Türk şef 30'a yakın milletten insana nasıl bir menü hazırlar?
Pladis yönetim merkezinin herşeyi o devasa katta.

Burada verilen kahve ve içecekler, yemekler çalışanlar için bedava.

Merkezin bir de Türk aşçısı var.

Bize öğle yemeği için öylesine zengin bir büfe hazırlamıştı ki şaşırdım.

Parmesan ve Mozarella peyniri de vardı, yalancı sarma ve falafel de…

Şirkette 30’a yakın milletten insan çalışınca ortaya çok ilginç bir dünya mutfağı çıkmış.

Duvarda resmini gördüğüm Sir ve Lord'lar ile tek başına bir patron
Ofisi ziyaretimiz  bittiğinde Murat Ülker’i tam orta bir yerde tek başına çalışırken gördüm ve fotoğrafladım.

Onun çalışma masası bu ve kullandığı tek araç ta elindeki akıllı telefon.

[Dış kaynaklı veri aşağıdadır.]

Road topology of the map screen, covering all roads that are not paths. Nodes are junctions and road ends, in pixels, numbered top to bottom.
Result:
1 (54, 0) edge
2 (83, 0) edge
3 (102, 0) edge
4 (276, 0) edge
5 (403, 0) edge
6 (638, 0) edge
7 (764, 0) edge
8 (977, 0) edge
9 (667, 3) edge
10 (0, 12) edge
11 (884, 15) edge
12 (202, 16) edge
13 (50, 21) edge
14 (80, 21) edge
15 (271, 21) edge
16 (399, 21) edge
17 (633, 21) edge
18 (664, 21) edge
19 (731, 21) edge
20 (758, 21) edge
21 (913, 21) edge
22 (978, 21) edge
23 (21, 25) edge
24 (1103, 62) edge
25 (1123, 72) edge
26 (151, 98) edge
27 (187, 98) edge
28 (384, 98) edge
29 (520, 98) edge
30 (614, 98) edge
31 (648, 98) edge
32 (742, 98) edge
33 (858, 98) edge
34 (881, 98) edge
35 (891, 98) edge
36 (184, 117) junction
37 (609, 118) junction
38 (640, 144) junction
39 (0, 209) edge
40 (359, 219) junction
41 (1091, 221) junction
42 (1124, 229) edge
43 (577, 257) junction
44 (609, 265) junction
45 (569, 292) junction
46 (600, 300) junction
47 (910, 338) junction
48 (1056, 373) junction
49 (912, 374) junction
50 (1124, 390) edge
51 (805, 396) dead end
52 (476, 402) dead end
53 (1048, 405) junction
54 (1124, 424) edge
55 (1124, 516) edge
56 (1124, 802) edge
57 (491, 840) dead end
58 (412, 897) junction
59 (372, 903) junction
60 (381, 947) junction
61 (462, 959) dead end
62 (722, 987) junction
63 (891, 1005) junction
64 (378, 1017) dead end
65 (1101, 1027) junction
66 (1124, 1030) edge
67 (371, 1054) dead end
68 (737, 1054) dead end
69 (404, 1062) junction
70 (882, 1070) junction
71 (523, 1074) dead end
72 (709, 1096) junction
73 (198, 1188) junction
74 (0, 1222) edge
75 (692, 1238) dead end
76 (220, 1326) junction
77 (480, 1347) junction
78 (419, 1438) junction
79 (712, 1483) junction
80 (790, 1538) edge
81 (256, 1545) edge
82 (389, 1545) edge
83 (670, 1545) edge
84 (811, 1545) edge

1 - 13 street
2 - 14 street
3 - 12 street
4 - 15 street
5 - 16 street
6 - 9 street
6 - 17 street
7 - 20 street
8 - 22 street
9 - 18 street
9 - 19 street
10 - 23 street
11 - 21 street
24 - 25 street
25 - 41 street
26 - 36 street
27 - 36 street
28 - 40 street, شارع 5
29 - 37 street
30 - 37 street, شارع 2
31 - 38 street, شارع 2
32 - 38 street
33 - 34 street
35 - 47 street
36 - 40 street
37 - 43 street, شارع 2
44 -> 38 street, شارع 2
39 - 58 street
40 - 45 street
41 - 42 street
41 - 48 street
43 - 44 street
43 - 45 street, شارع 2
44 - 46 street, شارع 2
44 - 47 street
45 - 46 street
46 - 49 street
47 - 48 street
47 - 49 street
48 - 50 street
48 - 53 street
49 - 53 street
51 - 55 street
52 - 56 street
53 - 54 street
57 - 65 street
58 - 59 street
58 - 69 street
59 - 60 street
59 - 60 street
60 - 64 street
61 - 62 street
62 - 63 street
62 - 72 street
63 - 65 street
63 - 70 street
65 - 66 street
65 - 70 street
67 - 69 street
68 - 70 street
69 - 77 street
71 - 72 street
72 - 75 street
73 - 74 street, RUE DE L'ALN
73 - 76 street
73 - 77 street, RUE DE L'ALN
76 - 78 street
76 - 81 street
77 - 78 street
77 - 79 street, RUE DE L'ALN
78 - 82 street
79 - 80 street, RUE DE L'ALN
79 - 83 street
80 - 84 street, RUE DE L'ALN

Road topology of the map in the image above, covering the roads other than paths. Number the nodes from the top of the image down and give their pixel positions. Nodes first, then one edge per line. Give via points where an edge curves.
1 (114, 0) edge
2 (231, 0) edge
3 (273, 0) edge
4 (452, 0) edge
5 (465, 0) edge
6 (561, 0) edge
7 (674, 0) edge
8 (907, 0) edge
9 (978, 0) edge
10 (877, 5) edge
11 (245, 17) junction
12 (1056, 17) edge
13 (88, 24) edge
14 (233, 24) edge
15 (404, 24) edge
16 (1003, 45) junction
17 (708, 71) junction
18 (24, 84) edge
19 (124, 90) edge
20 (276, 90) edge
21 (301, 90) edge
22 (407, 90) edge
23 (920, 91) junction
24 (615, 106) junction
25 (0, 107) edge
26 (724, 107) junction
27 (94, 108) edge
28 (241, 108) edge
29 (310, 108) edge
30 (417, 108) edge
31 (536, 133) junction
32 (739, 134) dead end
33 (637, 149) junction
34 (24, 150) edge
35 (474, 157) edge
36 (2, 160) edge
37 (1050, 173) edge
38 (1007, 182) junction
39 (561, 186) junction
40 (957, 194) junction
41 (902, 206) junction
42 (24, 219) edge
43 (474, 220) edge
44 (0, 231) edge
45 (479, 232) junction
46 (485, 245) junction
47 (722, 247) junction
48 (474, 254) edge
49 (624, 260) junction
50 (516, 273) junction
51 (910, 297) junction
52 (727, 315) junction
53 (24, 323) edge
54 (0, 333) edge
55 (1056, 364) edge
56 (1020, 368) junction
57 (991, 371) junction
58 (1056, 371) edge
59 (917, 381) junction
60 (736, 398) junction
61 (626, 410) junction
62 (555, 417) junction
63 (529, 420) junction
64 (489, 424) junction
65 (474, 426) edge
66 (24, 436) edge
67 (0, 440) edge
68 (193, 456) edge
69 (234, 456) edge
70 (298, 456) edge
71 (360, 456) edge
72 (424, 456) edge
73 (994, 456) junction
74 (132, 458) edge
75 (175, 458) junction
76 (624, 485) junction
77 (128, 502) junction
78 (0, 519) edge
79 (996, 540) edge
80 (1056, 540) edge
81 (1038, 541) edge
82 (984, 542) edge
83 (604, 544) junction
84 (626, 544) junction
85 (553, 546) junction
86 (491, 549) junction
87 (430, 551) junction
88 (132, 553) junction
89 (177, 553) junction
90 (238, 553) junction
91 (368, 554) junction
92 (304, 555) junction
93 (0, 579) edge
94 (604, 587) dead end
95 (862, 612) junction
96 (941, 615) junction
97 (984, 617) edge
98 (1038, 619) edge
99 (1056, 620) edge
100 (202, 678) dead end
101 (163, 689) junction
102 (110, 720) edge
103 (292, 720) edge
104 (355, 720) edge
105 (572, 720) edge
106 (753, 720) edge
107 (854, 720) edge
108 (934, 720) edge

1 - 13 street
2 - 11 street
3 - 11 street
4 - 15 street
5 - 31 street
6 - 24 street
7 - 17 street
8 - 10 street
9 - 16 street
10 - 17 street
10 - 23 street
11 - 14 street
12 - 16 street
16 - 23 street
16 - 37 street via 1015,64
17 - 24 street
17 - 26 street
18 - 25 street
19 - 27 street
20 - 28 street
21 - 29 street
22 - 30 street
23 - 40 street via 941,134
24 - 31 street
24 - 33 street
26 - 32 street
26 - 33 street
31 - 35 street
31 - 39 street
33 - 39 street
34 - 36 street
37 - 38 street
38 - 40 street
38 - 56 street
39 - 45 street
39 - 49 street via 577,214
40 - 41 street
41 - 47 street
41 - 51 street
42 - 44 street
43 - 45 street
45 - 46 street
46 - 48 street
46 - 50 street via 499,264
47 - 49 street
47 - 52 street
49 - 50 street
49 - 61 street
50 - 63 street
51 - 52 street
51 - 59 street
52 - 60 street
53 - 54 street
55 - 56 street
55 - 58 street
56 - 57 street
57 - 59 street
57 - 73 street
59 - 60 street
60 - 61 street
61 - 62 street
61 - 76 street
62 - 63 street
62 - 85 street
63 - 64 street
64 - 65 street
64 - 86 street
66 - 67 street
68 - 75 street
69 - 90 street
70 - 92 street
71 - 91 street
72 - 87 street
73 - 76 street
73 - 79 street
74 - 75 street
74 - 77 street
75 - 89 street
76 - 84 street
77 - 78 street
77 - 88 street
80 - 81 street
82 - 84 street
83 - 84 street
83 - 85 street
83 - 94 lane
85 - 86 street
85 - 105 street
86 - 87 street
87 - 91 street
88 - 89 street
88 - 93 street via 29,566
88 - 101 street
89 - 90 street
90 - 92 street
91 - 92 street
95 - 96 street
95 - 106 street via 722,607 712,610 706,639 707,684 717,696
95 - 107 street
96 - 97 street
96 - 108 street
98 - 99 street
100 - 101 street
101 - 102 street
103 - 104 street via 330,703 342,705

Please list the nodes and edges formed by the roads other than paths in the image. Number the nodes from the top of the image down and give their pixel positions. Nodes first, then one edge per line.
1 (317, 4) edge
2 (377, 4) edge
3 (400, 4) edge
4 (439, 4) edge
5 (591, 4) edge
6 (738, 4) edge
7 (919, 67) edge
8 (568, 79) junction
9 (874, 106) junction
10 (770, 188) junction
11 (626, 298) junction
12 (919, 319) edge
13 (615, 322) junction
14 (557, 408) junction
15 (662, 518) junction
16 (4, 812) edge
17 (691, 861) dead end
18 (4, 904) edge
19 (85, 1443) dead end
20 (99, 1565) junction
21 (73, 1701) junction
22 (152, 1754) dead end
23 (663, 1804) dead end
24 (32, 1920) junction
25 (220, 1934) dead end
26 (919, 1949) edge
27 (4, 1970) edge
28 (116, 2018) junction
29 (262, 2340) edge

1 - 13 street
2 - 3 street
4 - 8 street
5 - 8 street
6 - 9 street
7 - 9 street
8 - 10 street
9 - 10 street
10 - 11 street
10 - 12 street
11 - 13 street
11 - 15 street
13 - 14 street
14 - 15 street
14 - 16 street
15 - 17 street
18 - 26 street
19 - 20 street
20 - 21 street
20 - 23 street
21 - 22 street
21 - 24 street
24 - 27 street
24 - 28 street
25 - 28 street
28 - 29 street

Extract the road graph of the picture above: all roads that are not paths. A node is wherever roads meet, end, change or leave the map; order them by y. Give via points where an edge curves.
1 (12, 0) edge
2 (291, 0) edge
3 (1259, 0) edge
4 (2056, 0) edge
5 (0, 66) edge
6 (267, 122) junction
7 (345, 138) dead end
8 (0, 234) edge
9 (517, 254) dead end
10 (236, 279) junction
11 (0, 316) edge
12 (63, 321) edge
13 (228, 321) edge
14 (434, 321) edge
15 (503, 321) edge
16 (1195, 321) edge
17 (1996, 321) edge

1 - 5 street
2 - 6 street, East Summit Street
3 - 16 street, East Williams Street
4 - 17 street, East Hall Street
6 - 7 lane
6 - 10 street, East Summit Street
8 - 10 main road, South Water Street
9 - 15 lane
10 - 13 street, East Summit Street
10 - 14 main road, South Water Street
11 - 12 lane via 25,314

Hali tavrı, kılık kıyafeti, çalışanlarla ilişkileri bakımından İngiltere’nin bu 200 yıllık şirketinin duvarlarda asılı resimlerde gördüğüm Sir veya Lord ünvanlı patronlarından o kadar farklıydı ki…

Ama değişen dünyanın vizyoner yeni patron tipi herhalde adının başında Sir ünvanı olmayan bu yeni insanlar olacak dedim.

Zaten fotoğraf her şeyi anlatıyordu…

Dip not: "Bilebildiğim kadarı ile Türkiye’de ilk unisex tuvaleti 2000’li yılların başında Eren Talu Su Otel’de yapmıştı.”